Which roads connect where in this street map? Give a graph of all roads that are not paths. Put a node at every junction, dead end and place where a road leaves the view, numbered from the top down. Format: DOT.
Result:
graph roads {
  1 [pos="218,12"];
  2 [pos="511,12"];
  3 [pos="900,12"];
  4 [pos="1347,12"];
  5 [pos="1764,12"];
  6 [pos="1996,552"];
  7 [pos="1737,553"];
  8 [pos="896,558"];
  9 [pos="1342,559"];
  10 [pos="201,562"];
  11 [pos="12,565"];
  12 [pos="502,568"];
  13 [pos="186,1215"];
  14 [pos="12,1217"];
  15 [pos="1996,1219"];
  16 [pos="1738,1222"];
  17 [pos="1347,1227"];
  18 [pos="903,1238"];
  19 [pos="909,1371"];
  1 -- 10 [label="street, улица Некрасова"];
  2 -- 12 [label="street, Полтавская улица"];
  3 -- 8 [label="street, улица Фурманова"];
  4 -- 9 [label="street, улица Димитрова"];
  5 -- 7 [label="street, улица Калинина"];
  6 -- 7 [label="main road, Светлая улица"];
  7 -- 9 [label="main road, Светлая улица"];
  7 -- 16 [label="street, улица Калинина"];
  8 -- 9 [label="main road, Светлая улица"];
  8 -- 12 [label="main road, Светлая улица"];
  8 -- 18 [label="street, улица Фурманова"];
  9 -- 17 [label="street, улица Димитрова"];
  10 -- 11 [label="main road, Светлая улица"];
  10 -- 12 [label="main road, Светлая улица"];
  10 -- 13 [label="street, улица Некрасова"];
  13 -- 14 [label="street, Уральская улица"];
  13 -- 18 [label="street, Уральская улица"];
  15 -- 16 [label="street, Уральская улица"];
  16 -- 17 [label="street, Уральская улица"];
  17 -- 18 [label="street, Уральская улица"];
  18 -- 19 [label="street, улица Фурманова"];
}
= = =
Looking at the entries above, count each line in which the word "Некрасова" occurs, then give the total and nothing further.

Exercise answer » 2